Alex Griffith, the 15-year-old who was shot in his mouth by a policeman after being detained for questioning about a robbery, has been left with a hole in his tongue and a gaping wound at the back of his throat.
As a result of his injuries, Griffith has so far been unable to give a statement to police who are investigating the shooting.
Crime Chief Leslie James told Stabroek News yesterday that while the boy is yet to give the police a statement, a statement was taken from his mother, Marcel Griffith.
Meanwhile, Stabroek News was told that Griffith’s alleged shooter, a cadet officer attached to ‘C’ Division, remains under close arrest.

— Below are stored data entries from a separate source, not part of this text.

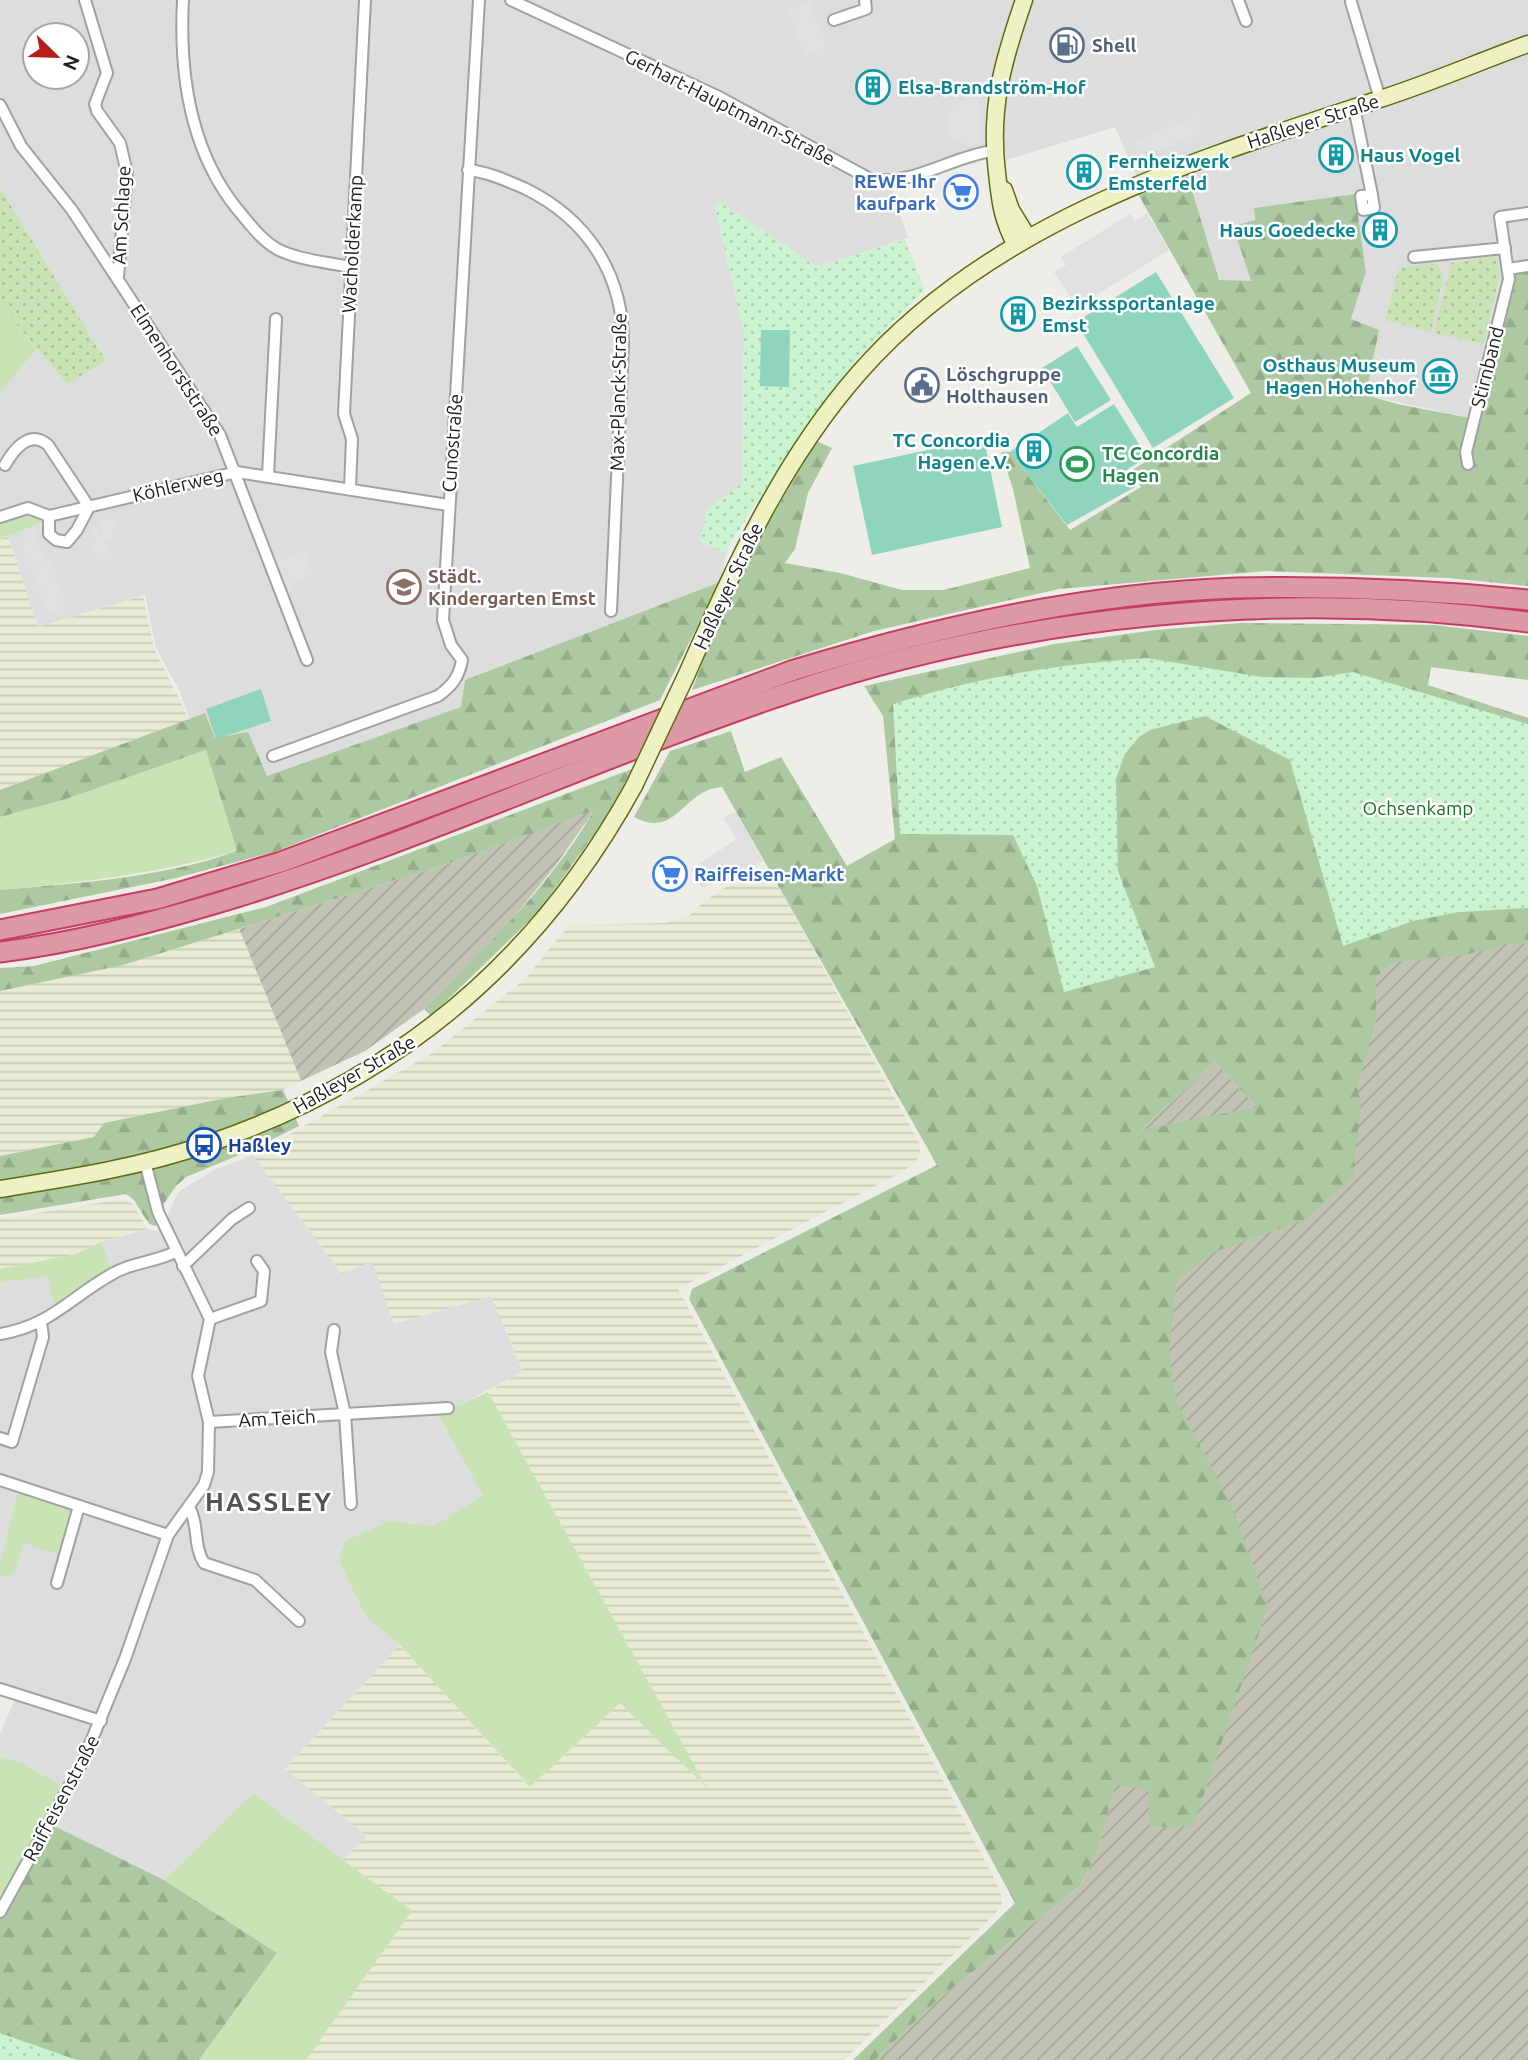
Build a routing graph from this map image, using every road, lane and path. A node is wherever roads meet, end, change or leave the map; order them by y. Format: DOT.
graph roads {
  1 [pos="85,0"];
  2 [pos="184,0"];
  3 [pos="365,0"];
  4 [pos="479,0"];
  5 [pos="511,0"];
  6 [pos="865,0"];
  7 [pos="1024,0"];
  8 [pos="1238,0"];
  9 [pos="1351,2"];
  10 [pos="834,20"];
  11 [pos="1246,21"];
  12 [pos="1528,44"];
  13 [pos="1380,99"];
  14 [pos="0,106"];
  15 [pos="1354,107"];
  16 [pos="993,151"];
  17 [pos="468,170"];
  18 [pos="1372,195"];
  19 [pos="1528,213"];
  20 [pos="1022,241"];
  21 [pos="1506,248"];
  22 [pos="1414,257"];
  23 [pos="1528,266"];
  24 [pos="350,267"];
  25 [pos="1508,269"];
  26 [pos="118,277"];
  27 [pos="276,319"];
  28 [pos="1468,464"];
  29 [pos="5,465"];
  30 [pos="237,472"];
  31 [pos="268,475"];
  32 [pos="350,488"];
  33 [pos="448,505"];
  34 [pos="89,506"];
  35 [pos="49,516"];
  36 [pos="0,517"];
  37 [pos="1528,600"];
  38 [pos="611,611"];
  39 [pos="1528,622"];
  40 [pos="307,660"];
  41 [pos="273,756"];
  42 [pos="0,930"];
  43 [pos="0,952"];
  44 [pos="145,1162"];
  45 [pos="0,1189"];
  46 [pos="249,1208"];
  47 [pos="175,1252"];
  48 [pos="257,1261"];
  49 [pos="183,1266"];
  50 [pos="210,1319"];
  51 [pos="41,1322"];
  52 [pos="334,1331"];
  53 [pos="0,1334"];
  54 [pos="448,1408"];
  55 [pos="345,1414"];
  56 [pos="209,1422"];
  57 [pos="0,1438"];
  58 [pos="0,1480"];
  59 [pos="351,1504"];
  60 [pos="79,1506"];
  61 [pos="189,1507"];
  62 [pos="168,1535"];
  63 [pos="57,1583"];
  64 [pos="299,1621"];
  65 [pos="0,1689"];
  66 [pos="101,1721"];
  67 [pos="0,1912"];
  1 -- 26 [label="street, Am Schlage"];
  2 -- 24 [label="street"];
  3 -- 24 [label="street, Wacholderkamp"];
  4 -- 17 [label="street, Cunostraße"];
  5 -- 16 [label="street, Gerhart-Hauptmann-Straße"];
  6 -- 10 [label="street"];
  7 -- 16 [label="main road"];
  8 -- 11 [label="street"];
  9 -- 13 [label="street"];
  12 -- 13 [label="main road, Haßleyer Straße"];
  13 -- 15 [label="main road, Haßleyer Straße"];
  14 -- 26 [label="street, Elmenhorststraße"];
  15 -- 18 [label="street"];
  15 -- 20 [label="main road, Haßleyer Straße"];
  16 -- 20 [label="main road"];
  17 -- 33 [label="street, Cunostraße"];
  17 -- 38 [label="street, Max-Planck-Straße"];
  19 -- 21 [label="street, Stirnband"];
  20 -- 44 [label="main road, Haßleyer Straße, bridge"];
  21 -- 22 [label="street"];
  21 -- 25 [label="street, Stirnband"];
  23 -- 25 [label="street"];
  24 -- 32 [label="street, Wacholderkamp"];
  25 -- 28 [label="street, Stirnband"];
  26 -- 30 [label="street, Elmenhorststraße"];
  27 -- 31 [label="street"];
  29 -- 34 [label="street"];
  30 -- 31 [label="street, Köhlerweg"];
  30 -- 34 [label="street, Köhlerweg"];
  30 -- 40 [label="street, Elmenhorststraße"];
  31 -- 32 [label="street, Köhlerweg"];
  32 -- 33 [label="street, Köhlerweg"];
  33 -- 41 [label="street, Cunostraße"];
  34 -- 35 [label="street, Köhlerweg"];
  34 -- 35 [label="street"];
  35 -- 36 [label="street, Köhlerweg"];
  37 -- 42 [label="highway"];
  39 -- 43 [label="highway"];
  44 -- 45 [label="main road, Haßleyer Straße"];
  44 -- 47 [label="street"];
  46 -- 49 [label="street"];
  47 -- 49 [label="street"];
  47 -- 51 [label="street"];
  48 -- 50 [label="street"];
  49 -- 50 [label="street"];
  50 -- 56 [label="street, Raiffeisenstraße"];
  51 -- 53 [label="street"];
  51 -- 57 [label="street"];
  52 -- 55 [label="street, Am Teich"];
  54 -- 55 [label="street, Am Teich"];
  55 -- 56 [label="street, Am Teich"];
  55 -- 59 [label="street, Am Teich"];
  56 -- 61 [label="street, Raiffeisenstraße"];
  58 -- 60 [label="street"];
  60 -- 62 [label="street"];
  60 -- 63 [label="street"];
  61 -- 62 [label="street, Raiffeisenstraße"];
  61 -- 64 [label="street"];
  62 -- 66 [label="street, Raiffeisenstraße"];
  65 -- 66 [label="street, Raiffeisenstraße"];
  66 -- 67 [label="street, Raiffeisenstraße"];
}
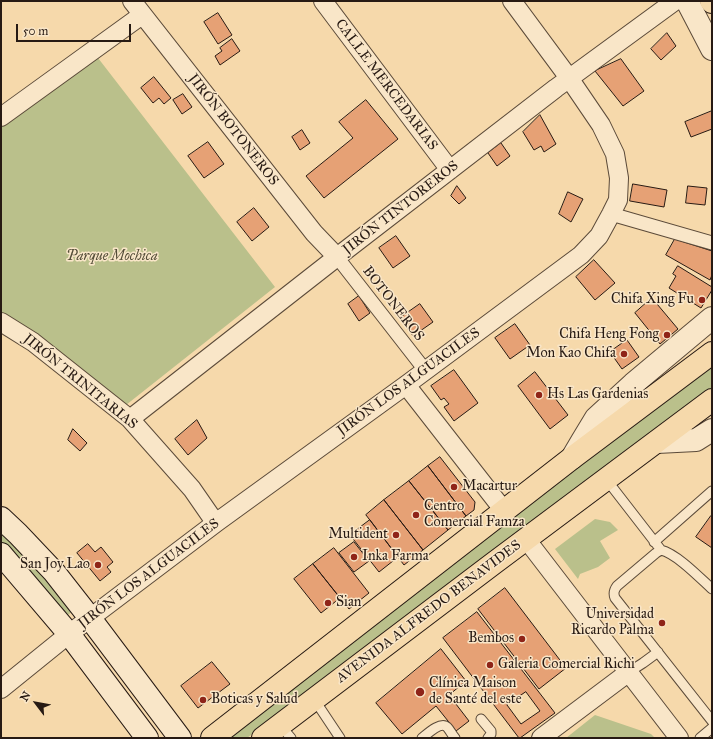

Marcel Griffith said police officials visited her son yesterday at the Georgetown Public Hospital (GPH), where he is an admitted patient, in an effort to speak to him, but because of his painful wounds he remains inaudible. She told this newspaper that she is hoping her son regains his speech and for the lawman responsible for shooting him to be brought to justice.
Marcel Griffith had told Stabroek News that her nightmare started on Wednesday night when she heard police ranks calling for ‘Caveman,’ which is an alias by which her son is known. Subsequently, three ranks entered her yard and eventually explained that they wanted information from him about the robbery of a relative of the police rank who has been accused of the shooting.
She further mentioned that Alex told the officers that he had been at a neighbour’s house watching a movie when the robbery supposedly occurred. However, one of the officers, the woman said, insisted in a loud tone of voice that the boy knew about the robbery and demanded he leave with them. The angry mother said as she returned into her house to retrieve a top to accompany Alex to the station, the police had already exited the yard with her son.
She said, “I run and go behind he” and added “when they [the police and Alex] reach by the bridge, a police in brown clothes pull out he gun and lash he (Alex) in he belly.” Sometime later, Alex and the ranks ended up in the back yard of the neighbour he claimed he had been at when the robbery was said to have been committed. It was in that yard that Alex received a sound beating, Marcel said, adding that after her son cried out in pain she made an attempt to rescue him but was restrained by the other policemen present.
Marcel said that in spite of the other ranks asking the lawman to release the lad, whose face was swollen after the beating, the officer ordered them to throw Alex into the police van. She said, the ranks did the officer’s bidding and they informed her that she could collect her son at the Brickdam Police Station.
“When I coming back here [home] now,” Marcel recounted, “I hear a shot fire off—blam!” She later got confirmation that her son had indeed been shot when she received a call from a nurse from GPH.